Go line by line through the records below. Copy whichever lines contain the string "that".

*** Opening of DATA EXCERPTS ***

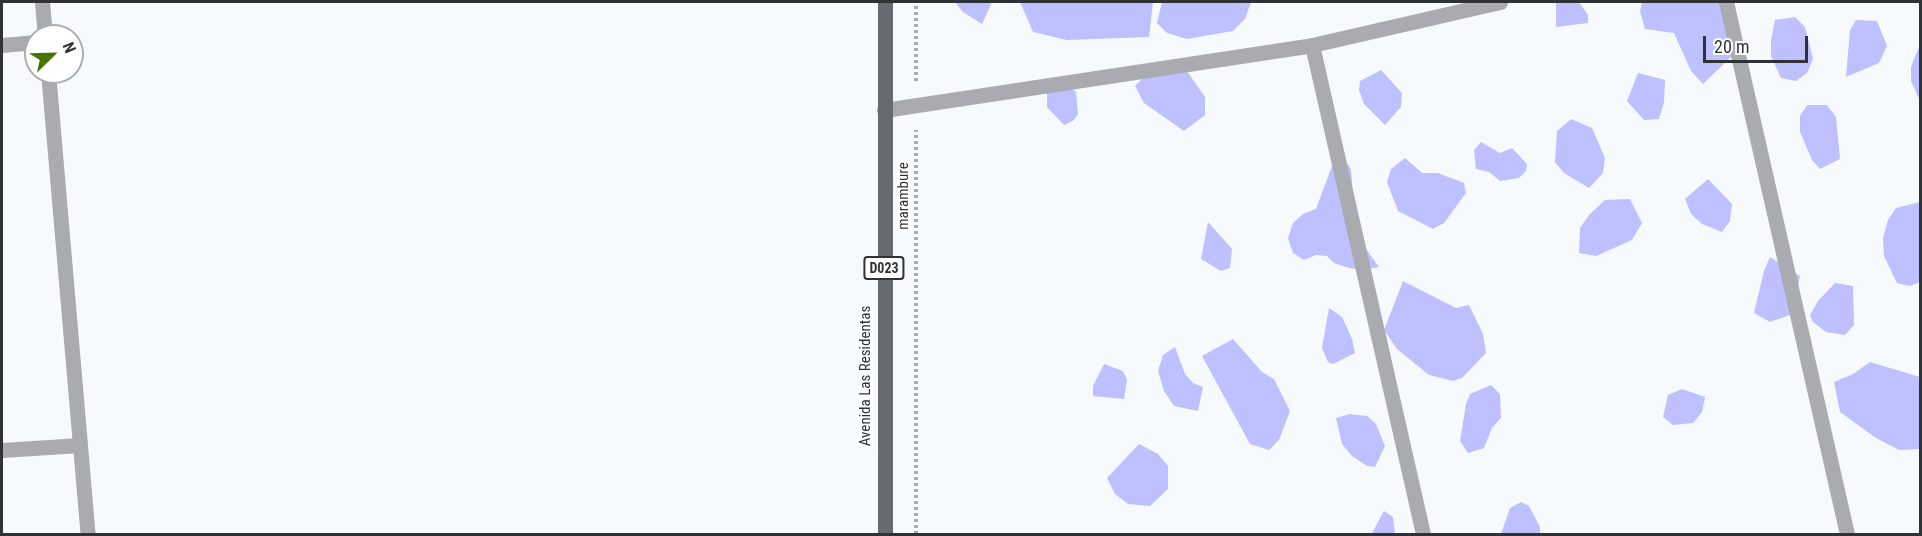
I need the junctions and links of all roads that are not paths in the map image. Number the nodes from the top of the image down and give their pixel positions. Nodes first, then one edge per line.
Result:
1 (42, 2) edge
2 (885, 2) edge
3 (1500, 2) edge
4 (1726, 2) edge
5 (44, 24) edge
6 (24, 43) edge
7 (2, 45) edge
8 (1312, 45) junction
9 (49, 84) edge
10 (884, 110) junction
11 (80, 445) junction
12 (2, 450) edge
13 (88, 534) edge
14 (885, 534) edge
15 (1424, 534) edge
16 (1847, 534) edge

1 - 5 street
2 - 10 main road, Avenida Las Residentas / D023
3 - 8 street
4 - 16 street
6 - 7 street
8 - 10 street
8 - 15 street
9 - 11 street
10 - 14 main road, Avenida Las Residentas / D023
11 - 12 street
11 - 13 street

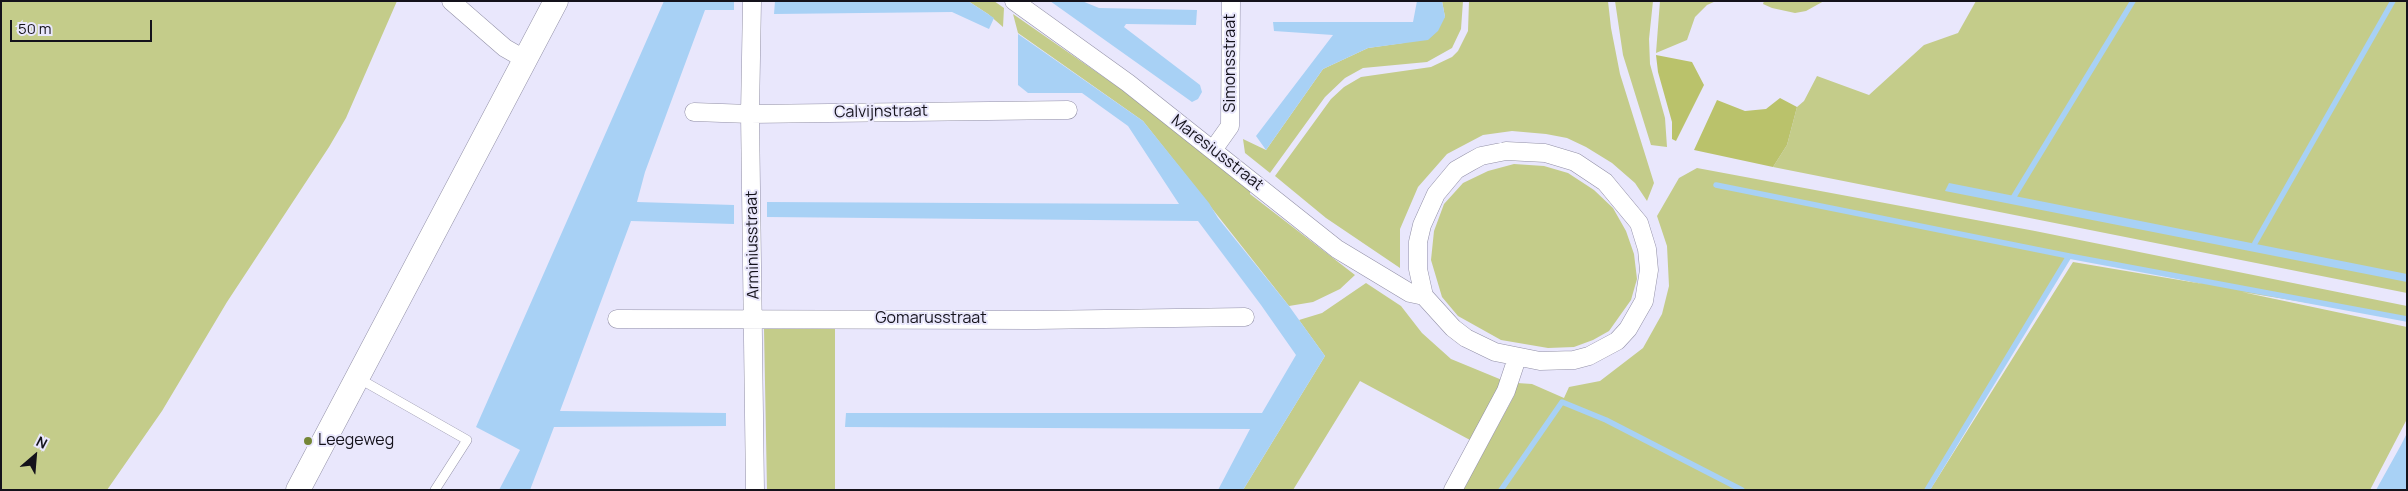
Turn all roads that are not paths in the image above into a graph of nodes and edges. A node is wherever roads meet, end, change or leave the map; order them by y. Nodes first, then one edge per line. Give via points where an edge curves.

*** Close of DATA EXCERPTS ***

> **EXPECTED ANSWER**
I need the junctions and links of all roads that are not paths in the map image. Number the nodes from the top of the image down and give their pixel positions. Nodes first, then one edge per line.
Turn all roads that are not paths in the image above into a graph of nodes and edges. A node is wherever roads meet, end, change or leave the map; order them by y. Nodes first, then one edge per line. Give via points where an edge curves.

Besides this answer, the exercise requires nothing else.